The FEG provides employees with much the same entitlements as those previously available under GEERS. If an employee loses his or her job as a result of the employer entering into bankruptcy or liquidation on or after 5 December 2012, the following arrangements apply:[5]

  • subject to satisfying a number of eligibility requirements (e.g. that the employee’s employment ended within six months of the appointment of a liquidator, administrator or other insolvency practitioner),[6] the employee may recover the following unpaid employment entitlements in accordance with an applicable industrial instrument (e.g. award or agreement) or employment contract:
    • up to 13 weeks’ wages (including allowances, loadings and overtime/penalty rates, but not discretionary payments such as bonuses);
    • accrued but untaken annual leave and long service leave;
    • payment in lieu of notice, up to a maximum of five weeks’ pay;
    • redundancy pay, up to a maximum of four weeks’ pay per year of service (under GEERS, redundancy entitlements were capped at 16 weeks’ pay);
  • all payments are capped at the level of the FEG “maximum weekly wage”, presently $2,364.00 – employees earning above this amount will receive payments under the FEG calculated on the basis of the maximum weekly wage;
  • notice and redundancy entitlements are not payable in circumstances where the business of the employee’s former employer is transferred to another employer, and (within 14 days of the employee’s employment ending) the new employer offers the employee a position involving similar work on terms and conditions that are overall no less favourable to the employee;
  • any improvements in an employee’s employment conditions that occurred within six months of their employment ending may be disregarded in calculating their entitlements, if there is evidence that this was done artificially in the knowledge that an insolvency event was likely to occur;
  • eligible employees may make a FEG claim online, and if the claim is successful, an advance will be made by the Department of Education, Workplace and Employment Relations (DEEWR) to the claimant or to an insolvency practitioner who will then provide the advanced amount to the claimant;
  • employees have a right to an internal DEEWR review of decisions on FEG claims, and a new additional right of review before the Administrative Appeals Tribunal;
  • the Commonwealth is entitled to seek to recover any amounts advanced under the FEG, in the liquidation or bankruptcy process.

Implications for Employers

  • The legislated FEG provides employees with greater certainty and reassurance that unpaid employment entitlements will be recoverable in the event of their employer’s bankruptcy or liquidation.
  • The new arrangements do not differ greatly from those applicable under GEERS. However, given the increase in the redundancy entitlements that are payable under the FEG, employers may need to be prepared for union claims for enhanced severance payments in enterprise agreement negotiations.

[1] The Hon. Bill Shorten MP, Minister for Employment and Workplace Relations, Second Reading Speech: Fair Work Amendment (Transfer of Business) Bill 2012, 11 October 2012.

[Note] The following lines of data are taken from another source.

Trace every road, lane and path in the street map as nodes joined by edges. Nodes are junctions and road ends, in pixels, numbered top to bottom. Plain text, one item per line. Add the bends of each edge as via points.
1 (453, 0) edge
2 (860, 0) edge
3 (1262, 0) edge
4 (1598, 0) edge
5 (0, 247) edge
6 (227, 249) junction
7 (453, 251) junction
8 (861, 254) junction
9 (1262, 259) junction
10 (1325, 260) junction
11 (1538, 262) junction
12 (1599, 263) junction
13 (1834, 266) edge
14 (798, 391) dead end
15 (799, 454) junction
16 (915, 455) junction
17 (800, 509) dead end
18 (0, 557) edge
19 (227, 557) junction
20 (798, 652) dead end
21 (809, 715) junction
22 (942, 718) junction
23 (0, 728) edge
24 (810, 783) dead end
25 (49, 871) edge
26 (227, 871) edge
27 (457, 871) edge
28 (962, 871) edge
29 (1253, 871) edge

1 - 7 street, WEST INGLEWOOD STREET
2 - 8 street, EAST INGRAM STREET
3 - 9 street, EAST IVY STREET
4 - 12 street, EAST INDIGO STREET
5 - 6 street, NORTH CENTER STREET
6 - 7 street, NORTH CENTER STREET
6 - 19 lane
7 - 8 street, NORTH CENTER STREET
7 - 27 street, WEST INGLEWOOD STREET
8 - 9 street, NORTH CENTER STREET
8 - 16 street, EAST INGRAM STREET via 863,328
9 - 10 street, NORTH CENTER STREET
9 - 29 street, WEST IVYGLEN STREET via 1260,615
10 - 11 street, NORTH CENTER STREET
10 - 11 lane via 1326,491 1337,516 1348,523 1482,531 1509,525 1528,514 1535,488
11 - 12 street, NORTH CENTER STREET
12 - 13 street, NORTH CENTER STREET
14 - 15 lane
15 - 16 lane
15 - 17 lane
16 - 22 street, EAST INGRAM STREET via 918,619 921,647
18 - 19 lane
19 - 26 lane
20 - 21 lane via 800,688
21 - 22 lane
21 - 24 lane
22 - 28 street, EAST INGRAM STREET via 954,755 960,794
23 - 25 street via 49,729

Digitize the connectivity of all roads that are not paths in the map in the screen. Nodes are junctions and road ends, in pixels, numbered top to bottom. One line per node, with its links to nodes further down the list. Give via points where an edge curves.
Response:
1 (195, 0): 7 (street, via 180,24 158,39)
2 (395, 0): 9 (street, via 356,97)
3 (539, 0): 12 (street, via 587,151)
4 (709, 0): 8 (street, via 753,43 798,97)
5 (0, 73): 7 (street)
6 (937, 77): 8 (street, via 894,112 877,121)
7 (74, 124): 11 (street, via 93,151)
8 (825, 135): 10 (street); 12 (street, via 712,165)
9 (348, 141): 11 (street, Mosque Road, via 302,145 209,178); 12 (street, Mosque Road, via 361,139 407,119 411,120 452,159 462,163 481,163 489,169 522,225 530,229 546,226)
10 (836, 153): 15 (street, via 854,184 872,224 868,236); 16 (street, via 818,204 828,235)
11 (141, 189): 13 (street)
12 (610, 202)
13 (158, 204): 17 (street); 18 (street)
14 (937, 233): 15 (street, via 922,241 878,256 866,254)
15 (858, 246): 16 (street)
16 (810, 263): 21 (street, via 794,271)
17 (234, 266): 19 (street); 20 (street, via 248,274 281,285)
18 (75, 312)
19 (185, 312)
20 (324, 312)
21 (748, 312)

[2] The provisions setting out when there is a transfer of business from an old to a new employer are “intended to reflect, as far as possible, the provisions in Division 2 of Part 2-8 of the FW Act”: Explanatory Memorandum to the Fair Work Amendment (Transfer of Business) Bill 2012, para [9].

[3] Public Sector and Other Legislation Amendment Act 2012 (Qld), upheld in AWU, Queensland v State of Queensland; State of Queensland v Together Queensland, Industrial Union of Employees and Another [2012] QCA 353 (14 December 2012).

[4] Industrial Relations Amendment (Public Sector Conditions of Employment) Act 2011 (NSW) and Industrial Relations (Public Sector Conditions of Employment) Regulation 2011 (NSW), upheld in The Public Service Association and Professional Officers’ Association Amalgamated of NSW v Director of Public Employment [2012] HCA 58 (12 December 2012).

[5] Where the employer entered into bankruptcy or liquidation prior to 5 December 2012, GEERS continues to apply; for employee eligibility requirements and other details of GEERS, see here.

[6] For further information about these eligibility requirements, see here.